Want to help your knees?

The best way to minimise knee trouble is to have strong muscles supporting the knees, especially the quadraceps/thighs, this will allow your muscles to take some of the load off your joints. However Trekking poles can help, below is information on trekking poles.

Trekking poles

They’ll help protect your knees, make it easier to get across streams, save you energy and generally speed you up - but only when they are adjusted to the correct length. 

Poles do have a downside: they transfer the stresses to your elbows and shoulders, keep your hands full, increase total energy expenditure, and there is evidence that they prevent novices from learning essential balance. 

Alun Richardson Training Officer for MI says "I rarely use them on simple walks, but when the going gets tough especially downhill they are invaluable".
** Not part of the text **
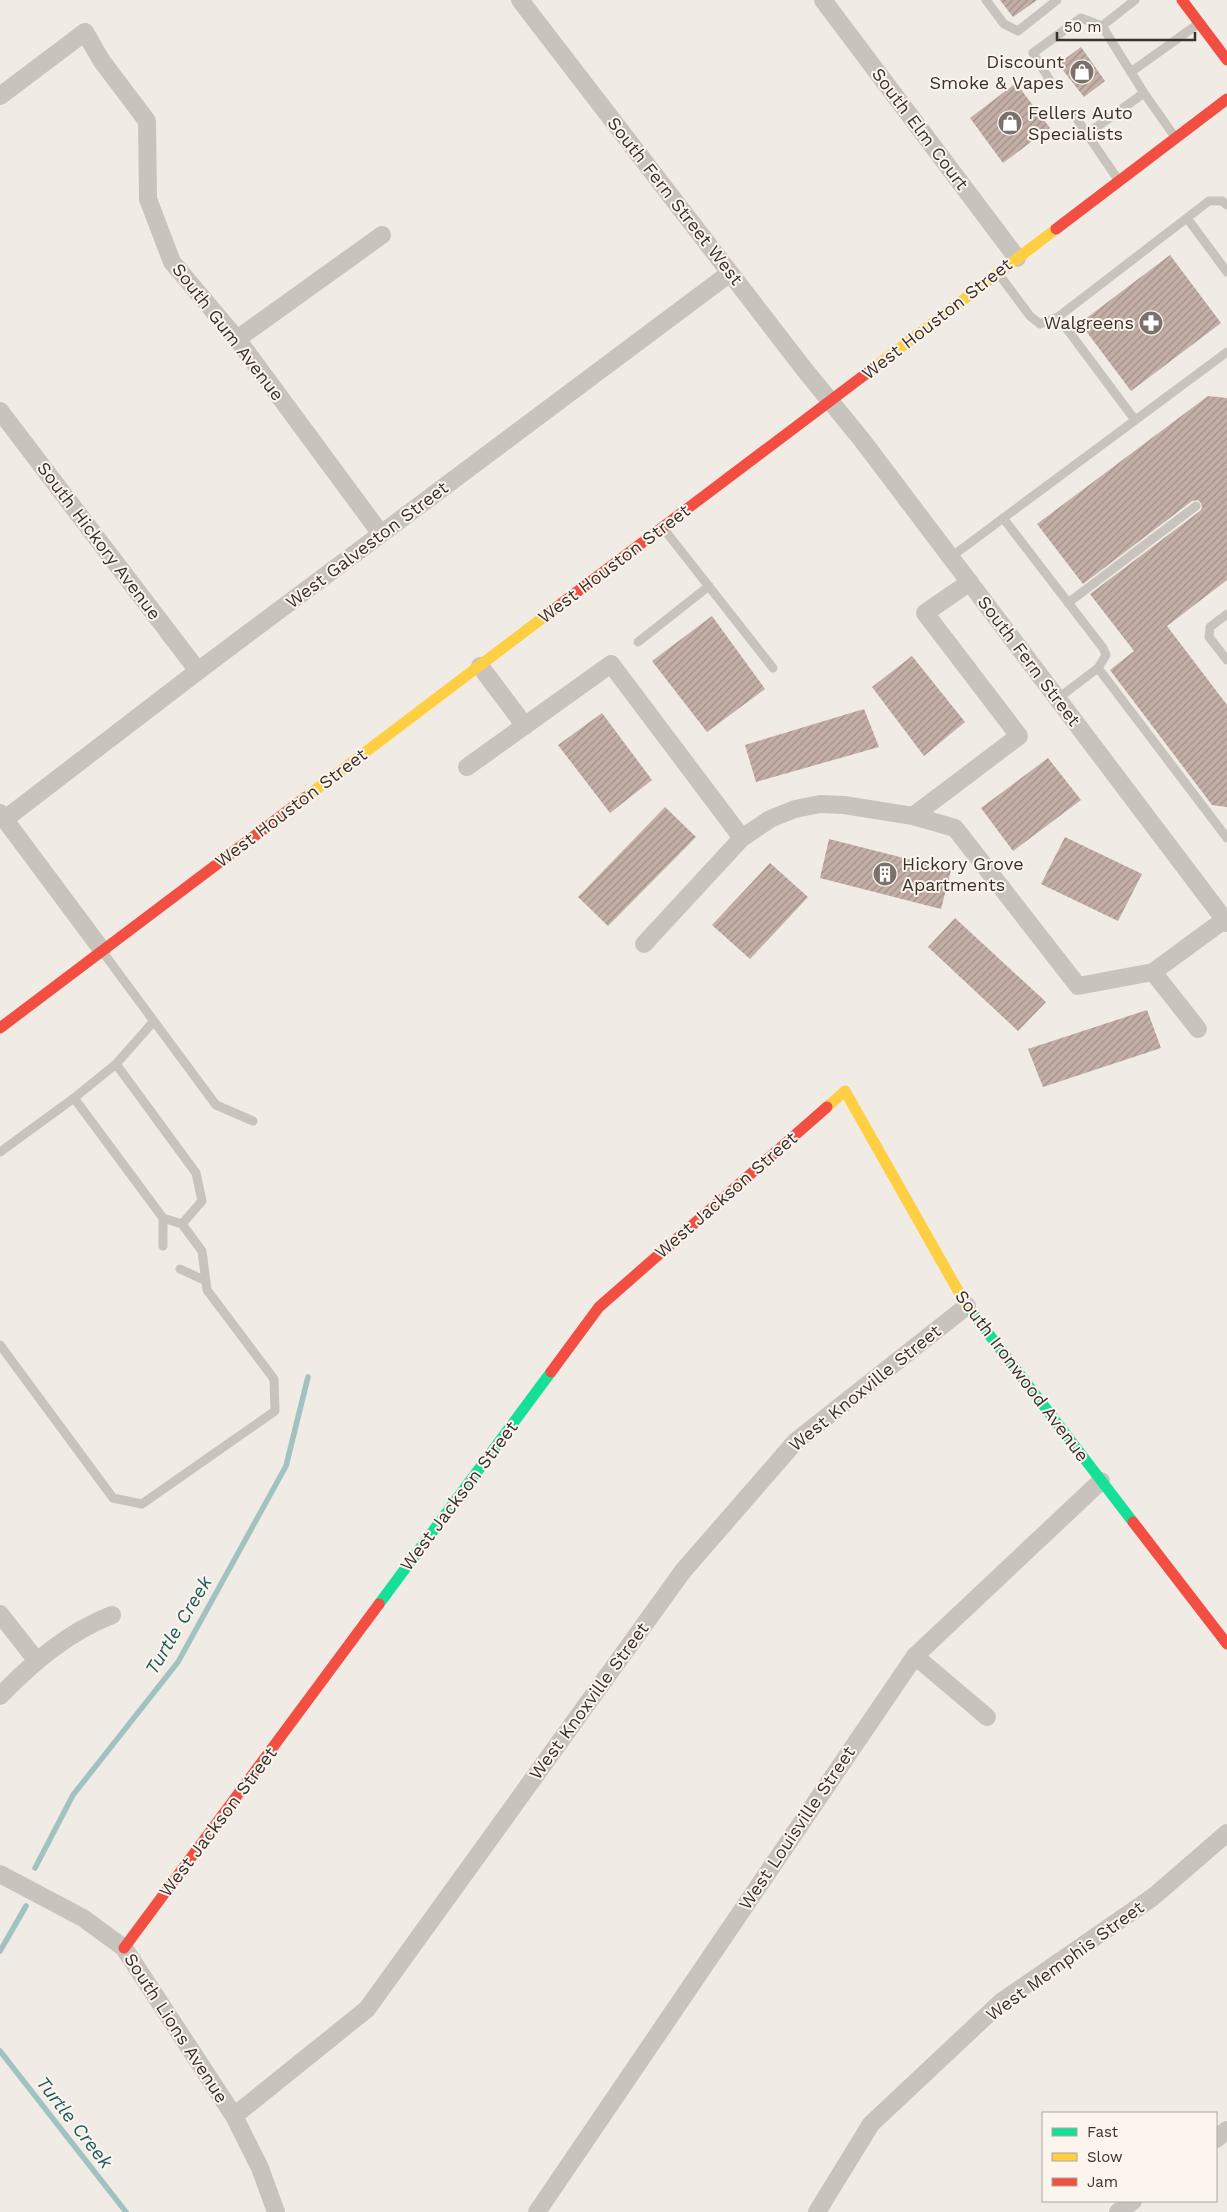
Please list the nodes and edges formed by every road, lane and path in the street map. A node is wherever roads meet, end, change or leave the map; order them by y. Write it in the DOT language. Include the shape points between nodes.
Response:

  • Keep poles short, so that when you're standing on flat ground your hands are below your navel. There is a tendecny to make them long but that just means you lift your arms up in the air at evry step uphill. 
  • Some have a rubber grip below the handle so that, on traverses and steep ascents, you can grasp the pole lower without having to adjust it. 
  • Avoid using the hand loops (even cut them off!) because it makes it easier to jettison the poles should you slip. 
  • Don’t use the poles extended to their limits and adjust the sections equally to maintain maximum strength.
  • The advantages of shock absorbing springs are doubtful and simply increase the weight, length and cost. 
  • Poles made from 7075 aluminium alloy or carbon fibre are stronger. 
  • Leave the basket on the pole otherwise they will sink into soft mud. 
  • A flick lock, rather than a screw system is more reliable and it also enables the poles to be cut shorter to fit inside your rucksack more easily.
  • Two, three or four section poles are available - the more sections there are the shorter the pole is when collapsed, but more sections means more joints and increases the cost (and weight) of the pole.
  • Dry the poles before collapsing them, but don’t oil the tubes - the joints may never lock firmly again!
  • Placing two or more pairs of trekking poles in opposite directions behind the rucksacks of two people creates a good system for carrying an injured person off the hill
  • Wrap duct tape around your pole for emergency use.